Hey there! My name’s Darci and I’m one of Scholarships.com’s new virtual interns!

I’m a native New Yorker about to finish my sophomore year at the University of Miami, aka “The U.” Yes, there’s a great party scene, warm weather almost all year round and the beach.

But that’s not why I’m here! Actually, I don’t party much at all, I’m pale, think the hot and humid weather is brutal, and have yet to hit the beach. Crazy, right? I came to UM because it’s a top 50 school (and on its way up in the rankings), has awesome programs in the areas I’m interested in, is located near a great city with lots of opportunities and offered me great financial aid. What can I say? Breaking stereotypes is fun!

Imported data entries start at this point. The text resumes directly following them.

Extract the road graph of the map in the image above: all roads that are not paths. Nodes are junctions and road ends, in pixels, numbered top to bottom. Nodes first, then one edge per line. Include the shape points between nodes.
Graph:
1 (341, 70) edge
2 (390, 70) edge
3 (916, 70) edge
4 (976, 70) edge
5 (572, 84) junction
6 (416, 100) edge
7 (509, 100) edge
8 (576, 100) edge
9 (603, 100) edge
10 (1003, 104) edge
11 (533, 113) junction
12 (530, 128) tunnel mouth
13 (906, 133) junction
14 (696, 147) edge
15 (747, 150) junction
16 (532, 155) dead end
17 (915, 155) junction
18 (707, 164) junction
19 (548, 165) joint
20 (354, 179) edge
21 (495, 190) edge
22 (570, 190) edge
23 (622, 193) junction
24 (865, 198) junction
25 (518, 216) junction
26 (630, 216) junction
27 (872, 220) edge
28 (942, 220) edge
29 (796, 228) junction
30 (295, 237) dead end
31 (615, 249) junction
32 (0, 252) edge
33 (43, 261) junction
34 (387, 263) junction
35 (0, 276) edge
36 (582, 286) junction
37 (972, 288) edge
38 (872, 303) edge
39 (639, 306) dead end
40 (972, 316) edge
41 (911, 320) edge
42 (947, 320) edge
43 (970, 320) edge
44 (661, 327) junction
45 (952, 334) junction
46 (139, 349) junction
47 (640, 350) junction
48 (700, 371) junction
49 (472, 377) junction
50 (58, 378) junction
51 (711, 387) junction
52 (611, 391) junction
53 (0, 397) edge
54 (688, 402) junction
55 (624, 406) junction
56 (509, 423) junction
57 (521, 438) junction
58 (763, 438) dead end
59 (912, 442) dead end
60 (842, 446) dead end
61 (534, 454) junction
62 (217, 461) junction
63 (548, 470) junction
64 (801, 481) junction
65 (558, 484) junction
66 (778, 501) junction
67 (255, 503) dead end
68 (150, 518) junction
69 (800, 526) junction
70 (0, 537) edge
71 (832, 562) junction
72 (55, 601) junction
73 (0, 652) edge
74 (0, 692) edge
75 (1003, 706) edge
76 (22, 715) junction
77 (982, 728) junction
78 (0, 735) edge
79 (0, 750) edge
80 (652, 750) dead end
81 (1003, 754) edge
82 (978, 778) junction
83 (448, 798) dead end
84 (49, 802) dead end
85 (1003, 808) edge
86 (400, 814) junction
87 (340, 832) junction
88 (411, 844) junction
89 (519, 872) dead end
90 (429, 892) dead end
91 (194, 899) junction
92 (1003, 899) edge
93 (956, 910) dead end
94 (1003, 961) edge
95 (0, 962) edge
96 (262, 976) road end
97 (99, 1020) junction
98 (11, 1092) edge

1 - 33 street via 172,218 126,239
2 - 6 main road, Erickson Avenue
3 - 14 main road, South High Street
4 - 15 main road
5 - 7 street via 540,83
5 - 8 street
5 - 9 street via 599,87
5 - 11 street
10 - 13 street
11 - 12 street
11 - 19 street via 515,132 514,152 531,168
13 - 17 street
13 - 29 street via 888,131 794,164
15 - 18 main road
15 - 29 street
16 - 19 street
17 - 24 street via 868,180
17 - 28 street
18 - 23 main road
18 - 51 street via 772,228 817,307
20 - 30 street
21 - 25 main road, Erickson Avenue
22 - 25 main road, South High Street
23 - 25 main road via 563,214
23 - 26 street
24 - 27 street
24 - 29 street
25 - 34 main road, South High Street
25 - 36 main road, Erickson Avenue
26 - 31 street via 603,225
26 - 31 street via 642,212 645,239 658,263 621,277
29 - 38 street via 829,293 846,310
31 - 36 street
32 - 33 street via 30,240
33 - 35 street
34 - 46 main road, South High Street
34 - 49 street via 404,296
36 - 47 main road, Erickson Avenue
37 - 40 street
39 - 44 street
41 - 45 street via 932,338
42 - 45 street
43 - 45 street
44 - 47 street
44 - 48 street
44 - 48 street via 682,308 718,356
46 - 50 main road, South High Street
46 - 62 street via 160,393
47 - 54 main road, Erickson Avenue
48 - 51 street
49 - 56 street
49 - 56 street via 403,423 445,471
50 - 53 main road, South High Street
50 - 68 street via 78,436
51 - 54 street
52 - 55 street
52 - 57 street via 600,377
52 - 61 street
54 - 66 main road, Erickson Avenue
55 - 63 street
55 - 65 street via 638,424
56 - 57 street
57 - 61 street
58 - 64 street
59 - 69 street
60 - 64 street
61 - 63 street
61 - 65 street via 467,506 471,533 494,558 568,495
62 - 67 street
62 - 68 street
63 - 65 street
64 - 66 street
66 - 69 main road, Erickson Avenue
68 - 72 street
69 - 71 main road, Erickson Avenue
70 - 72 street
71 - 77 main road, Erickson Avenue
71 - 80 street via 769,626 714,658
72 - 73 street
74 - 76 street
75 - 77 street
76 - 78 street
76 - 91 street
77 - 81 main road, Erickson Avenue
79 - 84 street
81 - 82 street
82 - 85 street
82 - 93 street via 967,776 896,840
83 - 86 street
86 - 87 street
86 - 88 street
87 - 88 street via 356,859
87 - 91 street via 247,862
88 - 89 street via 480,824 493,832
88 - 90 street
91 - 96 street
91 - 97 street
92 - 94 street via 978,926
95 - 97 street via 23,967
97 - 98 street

I’m double majoring in journalism and sport administration. I’ve always loved to write and the Olympics are my passion (let’s not talk about my chief rooting interest, the Mets), so my majors are a really cool way to combine the two. I write for UM’s newspaper, The Miami Hurricane; I’m currently the assistant sports editor but will be leaving the sports desk next semester to be the opinion section editor. I also work at the campus’s wellness center and volunteer for the athletic department from time to time.

In my spare time – wait, spare time? What’s that? I’ve never heard of that concept before! Well, if this “spare time” you speak of actually existed, I’d spend it listening to Bon Jovi, watching "Castle," reading Harry Potter, baking and drawing.

I’m really excited to share my knowledge and experiences with the readers of Scholarships.com. Not only will it be a great learning experience for me, I hope I can be informative/helpful/entertaining/all of the above to other people.

I think this’ll be a fun ride! Join me, won’t you?